A particles position is described by the function x=3.4t^2 - 2.2t + 2.7 (m). Determine the average acceleration (in m/s^2) for the interval of time t1= 1.0s and t2= 3.0s
v = 6.8t - 2.2
avg acceleration is
(v(3)-v(1))/(3-1)
To determine the average acceleration for the interval of time between t1 = 1.0s and t2 = 3.0s, we need to find the velocity function first. The velocity function is the derivative of the position function with respect to time.
Given the position function x = 3.4t^2 - 2.2t + 2.7 (m).
To find the velocity function, we need to differentiate the position function with respect to time (t):
dx/dt = d/dt(3.4t^2 - 2.2t + 2.7)
= 6.8t - 2.2
The velocity function is given by dx/dt = 6.8t - 2.2 (m/s).
To find the average acceleration, we need to find the change in velocity and divide it by the change in time.
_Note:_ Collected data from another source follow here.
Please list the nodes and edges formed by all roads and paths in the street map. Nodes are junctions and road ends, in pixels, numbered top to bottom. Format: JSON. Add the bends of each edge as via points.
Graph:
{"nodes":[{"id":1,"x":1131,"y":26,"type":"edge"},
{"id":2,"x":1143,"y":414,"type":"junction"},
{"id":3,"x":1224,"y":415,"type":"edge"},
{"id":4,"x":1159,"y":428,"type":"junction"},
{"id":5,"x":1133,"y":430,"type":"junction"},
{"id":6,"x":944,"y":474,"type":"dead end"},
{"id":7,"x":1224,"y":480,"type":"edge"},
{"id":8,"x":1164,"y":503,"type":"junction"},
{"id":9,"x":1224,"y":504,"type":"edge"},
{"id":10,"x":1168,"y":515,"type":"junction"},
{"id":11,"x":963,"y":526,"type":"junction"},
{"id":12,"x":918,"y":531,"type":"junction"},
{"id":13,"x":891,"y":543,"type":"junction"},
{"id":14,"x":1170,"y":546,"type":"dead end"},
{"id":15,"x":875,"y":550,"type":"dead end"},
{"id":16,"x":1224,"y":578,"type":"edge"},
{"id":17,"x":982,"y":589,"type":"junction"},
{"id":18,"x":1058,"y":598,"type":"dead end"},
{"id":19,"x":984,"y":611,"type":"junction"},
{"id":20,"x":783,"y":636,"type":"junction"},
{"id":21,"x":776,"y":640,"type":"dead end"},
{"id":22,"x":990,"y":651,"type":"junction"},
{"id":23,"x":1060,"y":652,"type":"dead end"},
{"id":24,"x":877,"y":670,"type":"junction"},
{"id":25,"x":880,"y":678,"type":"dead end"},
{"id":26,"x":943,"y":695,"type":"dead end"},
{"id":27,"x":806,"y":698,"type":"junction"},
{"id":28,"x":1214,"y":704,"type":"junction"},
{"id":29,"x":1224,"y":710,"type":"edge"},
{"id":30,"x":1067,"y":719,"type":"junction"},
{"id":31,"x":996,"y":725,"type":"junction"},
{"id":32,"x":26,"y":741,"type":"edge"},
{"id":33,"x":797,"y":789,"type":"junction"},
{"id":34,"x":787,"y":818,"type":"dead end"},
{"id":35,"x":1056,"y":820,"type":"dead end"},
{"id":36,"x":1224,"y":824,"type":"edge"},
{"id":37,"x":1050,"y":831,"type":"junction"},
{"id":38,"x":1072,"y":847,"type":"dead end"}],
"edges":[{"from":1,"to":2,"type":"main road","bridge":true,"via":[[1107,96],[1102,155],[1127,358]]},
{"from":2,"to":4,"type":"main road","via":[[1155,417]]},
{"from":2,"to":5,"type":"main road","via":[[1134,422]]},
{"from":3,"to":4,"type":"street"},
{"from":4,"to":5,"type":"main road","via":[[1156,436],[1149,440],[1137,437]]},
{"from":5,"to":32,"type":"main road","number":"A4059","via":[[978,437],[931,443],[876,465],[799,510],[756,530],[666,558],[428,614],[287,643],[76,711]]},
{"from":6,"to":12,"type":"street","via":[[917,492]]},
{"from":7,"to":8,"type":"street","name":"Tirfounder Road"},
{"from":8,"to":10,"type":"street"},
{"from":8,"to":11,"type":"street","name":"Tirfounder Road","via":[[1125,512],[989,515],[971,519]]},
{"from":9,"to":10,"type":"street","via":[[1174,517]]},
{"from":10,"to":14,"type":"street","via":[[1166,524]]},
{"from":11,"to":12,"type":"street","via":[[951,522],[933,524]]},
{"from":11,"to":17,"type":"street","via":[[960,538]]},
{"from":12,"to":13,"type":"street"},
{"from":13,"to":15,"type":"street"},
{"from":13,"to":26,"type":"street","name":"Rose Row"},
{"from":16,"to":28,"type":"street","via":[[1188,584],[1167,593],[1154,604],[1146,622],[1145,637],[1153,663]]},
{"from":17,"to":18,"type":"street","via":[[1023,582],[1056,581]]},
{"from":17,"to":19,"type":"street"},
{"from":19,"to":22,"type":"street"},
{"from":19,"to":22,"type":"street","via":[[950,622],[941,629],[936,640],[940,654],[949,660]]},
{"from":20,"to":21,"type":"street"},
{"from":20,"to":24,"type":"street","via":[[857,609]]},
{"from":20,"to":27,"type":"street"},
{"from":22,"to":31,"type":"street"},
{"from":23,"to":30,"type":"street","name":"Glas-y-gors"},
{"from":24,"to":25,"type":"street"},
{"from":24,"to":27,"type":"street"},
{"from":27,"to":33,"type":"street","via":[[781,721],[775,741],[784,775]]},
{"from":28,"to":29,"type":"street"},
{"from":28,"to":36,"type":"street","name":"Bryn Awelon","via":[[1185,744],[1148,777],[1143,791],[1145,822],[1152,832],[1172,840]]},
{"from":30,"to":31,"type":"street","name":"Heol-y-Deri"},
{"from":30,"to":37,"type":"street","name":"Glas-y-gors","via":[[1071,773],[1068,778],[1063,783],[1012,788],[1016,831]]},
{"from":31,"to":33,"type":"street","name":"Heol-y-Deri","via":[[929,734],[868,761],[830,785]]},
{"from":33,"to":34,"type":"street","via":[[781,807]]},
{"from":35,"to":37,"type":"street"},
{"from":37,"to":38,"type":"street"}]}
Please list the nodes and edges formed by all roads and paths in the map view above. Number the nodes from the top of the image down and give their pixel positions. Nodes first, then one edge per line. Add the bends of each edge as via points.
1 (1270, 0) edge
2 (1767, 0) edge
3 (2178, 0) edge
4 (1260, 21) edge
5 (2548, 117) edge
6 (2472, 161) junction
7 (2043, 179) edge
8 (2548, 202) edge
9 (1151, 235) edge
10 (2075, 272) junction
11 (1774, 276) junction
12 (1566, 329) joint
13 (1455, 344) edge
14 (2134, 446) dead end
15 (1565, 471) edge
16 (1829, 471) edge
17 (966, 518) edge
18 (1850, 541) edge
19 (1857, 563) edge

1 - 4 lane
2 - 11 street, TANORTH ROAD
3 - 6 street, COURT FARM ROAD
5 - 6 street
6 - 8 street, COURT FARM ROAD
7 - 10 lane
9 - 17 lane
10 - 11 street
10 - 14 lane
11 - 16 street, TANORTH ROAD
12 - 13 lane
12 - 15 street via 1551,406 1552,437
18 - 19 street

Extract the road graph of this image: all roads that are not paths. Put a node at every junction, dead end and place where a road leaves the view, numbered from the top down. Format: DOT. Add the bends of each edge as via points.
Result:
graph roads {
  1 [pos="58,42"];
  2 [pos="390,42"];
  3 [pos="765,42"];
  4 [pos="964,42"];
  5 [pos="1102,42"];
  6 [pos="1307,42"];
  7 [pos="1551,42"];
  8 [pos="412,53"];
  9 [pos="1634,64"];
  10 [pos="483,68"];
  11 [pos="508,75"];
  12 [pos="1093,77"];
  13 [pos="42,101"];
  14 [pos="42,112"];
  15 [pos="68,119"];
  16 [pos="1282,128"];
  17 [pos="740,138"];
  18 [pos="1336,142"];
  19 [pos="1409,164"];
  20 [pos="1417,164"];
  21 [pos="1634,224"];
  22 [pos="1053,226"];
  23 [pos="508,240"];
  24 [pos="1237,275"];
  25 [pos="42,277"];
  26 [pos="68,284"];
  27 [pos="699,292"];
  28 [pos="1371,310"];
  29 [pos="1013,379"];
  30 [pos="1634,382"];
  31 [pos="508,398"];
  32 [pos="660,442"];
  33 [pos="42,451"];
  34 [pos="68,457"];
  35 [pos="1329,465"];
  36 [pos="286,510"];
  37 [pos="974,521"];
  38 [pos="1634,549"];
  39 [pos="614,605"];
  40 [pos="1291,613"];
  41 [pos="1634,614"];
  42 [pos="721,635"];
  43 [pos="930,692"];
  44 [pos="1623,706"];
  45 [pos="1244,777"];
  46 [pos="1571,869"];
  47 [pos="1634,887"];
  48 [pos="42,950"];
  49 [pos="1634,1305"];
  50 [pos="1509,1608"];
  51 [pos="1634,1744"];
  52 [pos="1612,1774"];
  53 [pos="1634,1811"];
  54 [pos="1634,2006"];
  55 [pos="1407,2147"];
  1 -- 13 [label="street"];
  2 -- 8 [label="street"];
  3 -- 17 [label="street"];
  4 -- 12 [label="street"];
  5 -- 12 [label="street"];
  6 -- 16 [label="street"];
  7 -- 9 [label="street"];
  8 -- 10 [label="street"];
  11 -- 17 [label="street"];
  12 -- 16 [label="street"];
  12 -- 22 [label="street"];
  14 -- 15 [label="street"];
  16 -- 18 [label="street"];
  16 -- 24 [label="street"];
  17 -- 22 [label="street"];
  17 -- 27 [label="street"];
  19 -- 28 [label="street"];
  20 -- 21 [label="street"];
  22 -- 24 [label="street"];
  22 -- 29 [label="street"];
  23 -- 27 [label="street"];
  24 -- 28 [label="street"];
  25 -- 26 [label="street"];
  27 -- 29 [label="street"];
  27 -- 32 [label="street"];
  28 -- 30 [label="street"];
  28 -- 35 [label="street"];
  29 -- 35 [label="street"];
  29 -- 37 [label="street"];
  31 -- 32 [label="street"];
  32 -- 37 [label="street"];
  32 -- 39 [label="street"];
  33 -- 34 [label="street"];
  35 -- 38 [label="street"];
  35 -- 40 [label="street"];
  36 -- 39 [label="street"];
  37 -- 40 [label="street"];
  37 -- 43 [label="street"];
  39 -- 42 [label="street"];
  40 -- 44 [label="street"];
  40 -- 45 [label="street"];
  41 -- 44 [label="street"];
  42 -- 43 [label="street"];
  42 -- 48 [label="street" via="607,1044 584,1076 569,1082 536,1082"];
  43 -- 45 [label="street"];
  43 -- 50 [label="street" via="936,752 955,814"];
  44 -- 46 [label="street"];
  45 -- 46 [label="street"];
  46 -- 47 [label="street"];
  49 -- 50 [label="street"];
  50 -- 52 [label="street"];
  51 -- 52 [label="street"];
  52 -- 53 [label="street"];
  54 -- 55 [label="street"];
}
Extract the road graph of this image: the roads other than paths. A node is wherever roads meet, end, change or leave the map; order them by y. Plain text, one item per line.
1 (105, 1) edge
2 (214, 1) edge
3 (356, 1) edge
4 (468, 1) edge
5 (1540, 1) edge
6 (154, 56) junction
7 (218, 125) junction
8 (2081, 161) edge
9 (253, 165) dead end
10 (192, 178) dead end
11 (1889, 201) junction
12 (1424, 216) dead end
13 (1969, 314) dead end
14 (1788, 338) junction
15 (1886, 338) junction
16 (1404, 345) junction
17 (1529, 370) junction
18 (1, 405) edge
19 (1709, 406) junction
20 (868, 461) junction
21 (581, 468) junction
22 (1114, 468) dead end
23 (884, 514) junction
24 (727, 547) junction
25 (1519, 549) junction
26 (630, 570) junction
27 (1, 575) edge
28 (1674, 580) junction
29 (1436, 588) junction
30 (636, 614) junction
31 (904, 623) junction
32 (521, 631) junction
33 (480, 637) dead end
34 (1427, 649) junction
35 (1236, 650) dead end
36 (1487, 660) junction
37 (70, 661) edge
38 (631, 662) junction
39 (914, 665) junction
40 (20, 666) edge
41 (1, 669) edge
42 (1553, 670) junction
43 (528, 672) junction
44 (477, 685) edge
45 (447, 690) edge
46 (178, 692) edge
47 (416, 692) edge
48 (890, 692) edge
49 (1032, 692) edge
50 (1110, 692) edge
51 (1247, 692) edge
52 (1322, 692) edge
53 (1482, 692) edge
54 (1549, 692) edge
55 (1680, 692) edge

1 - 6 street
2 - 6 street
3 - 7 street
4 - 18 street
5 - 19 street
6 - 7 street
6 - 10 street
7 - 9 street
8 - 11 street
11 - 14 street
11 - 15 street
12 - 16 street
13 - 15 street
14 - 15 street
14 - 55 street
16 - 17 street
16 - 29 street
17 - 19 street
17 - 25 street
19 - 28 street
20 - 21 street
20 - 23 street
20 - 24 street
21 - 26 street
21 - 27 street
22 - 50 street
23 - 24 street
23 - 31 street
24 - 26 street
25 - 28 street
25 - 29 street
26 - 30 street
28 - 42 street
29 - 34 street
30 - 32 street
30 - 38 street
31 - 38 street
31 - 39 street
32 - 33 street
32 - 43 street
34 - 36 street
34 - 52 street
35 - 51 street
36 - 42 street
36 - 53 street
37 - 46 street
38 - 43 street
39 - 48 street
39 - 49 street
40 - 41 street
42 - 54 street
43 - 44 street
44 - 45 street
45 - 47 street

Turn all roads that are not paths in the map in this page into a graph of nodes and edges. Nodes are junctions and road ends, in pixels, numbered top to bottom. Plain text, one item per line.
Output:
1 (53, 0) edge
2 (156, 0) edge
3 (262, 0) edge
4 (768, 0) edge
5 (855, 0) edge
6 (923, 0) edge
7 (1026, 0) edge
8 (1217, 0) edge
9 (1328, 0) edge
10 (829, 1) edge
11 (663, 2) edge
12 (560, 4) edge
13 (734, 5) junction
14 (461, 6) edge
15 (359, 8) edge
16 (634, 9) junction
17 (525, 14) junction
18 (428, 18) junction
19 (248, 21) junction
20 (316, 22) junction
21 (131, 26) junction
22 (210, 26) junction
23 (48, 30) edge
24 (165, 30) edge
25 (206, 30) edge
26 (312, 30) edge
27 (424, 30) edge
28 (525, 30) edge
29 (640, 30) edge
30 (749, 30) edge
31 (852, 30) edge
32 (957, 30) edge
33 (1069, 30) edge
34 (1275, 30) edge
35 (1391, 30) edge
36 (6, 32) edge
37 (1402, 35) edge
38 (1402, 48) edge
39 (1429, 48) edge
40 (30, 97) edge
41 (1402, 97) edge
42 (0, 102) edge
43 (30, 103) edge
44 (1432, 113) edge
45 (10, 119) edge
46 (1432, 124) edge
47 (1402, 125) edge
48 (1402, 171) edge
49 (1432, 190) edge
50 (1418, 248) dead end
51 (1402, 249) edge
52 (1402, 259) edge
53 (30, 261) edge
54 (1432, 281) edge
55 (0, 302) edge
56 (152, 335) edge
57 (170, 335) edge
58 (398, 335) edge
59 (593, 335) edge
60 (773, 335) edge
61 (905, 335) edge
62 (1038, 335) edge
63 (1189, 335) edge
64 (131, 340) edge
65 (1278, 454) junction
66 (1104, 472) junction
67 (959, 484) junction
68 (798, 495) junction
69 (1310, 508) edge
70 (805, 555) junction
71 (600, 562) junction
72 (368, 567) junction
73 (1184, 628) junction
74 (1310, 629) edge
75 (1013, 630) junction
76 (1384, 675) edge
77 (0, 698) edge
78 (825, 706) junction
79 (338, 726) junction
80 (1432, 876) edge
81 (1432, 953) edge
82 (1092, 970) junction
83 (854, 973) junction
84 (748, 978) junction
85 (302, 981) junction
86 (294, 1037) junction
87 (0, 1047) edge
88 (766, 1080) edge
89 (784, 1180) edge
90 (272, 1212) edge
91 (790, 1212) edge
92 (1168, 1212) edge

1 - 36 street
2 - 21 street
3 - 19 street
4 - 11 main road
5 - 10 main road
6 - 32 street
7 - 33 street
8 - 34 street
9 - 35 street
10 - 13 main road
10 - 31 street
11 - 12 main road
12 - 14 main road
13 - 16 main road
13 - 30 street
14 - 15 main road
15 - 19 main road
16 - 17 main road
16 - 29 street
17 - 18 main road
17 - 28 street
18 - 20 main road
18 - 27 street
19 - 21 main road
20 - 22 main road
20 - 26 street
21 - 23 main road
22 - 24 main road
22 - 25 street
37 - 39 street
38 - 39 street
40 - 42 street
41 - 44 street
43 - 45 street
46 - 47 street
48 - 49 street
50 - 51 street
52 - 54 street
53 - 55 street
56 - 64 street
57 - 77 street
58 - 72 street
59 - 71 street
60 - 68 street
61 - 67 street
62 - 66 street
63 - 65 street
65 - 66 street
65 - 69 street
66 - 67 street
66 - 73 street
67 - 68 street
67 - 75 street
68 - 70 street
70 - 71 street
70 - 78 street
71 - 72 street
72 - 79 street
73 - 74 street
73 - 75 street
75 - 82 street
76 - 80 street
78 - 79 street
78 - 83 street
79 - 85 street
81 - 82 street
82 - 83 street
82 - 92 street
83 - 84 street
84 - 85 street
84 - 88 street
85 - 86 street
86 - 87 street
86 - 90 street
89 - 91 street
Change in velocity (Δv) = v2 - v1, where v2 = velocity at t2 and v1 = velocity at t1.
Substituting t2 = 3.0s and t1 = 1.0s into the velocity function:
v2 = (6.8 * 3.0) - 2.2
= 20.4 - 2.2
= 18.2 m/s
v1 = (6.8 * 1.0) - 2.2
= 6.8 - 2.2
= 4.6 m/s
Change in velocity (Δv) = v2 - v1
= 18.2 - 4.6
= 13.6 m/s
Now, we need to find the change in time (Δt) = t2 - t1 = 3.0 - 1.0 = 2.0s.
Finally, we can calculate the average acceleration using the formula:
Average Acceleration = Δv / Δt
= 13.6 / 2.0
= 6.8 m/s^2
Therefore, the average acceleration for the interval of time between t1 = 1.0s and t2 = 3.0s is 6.8 m/s^2.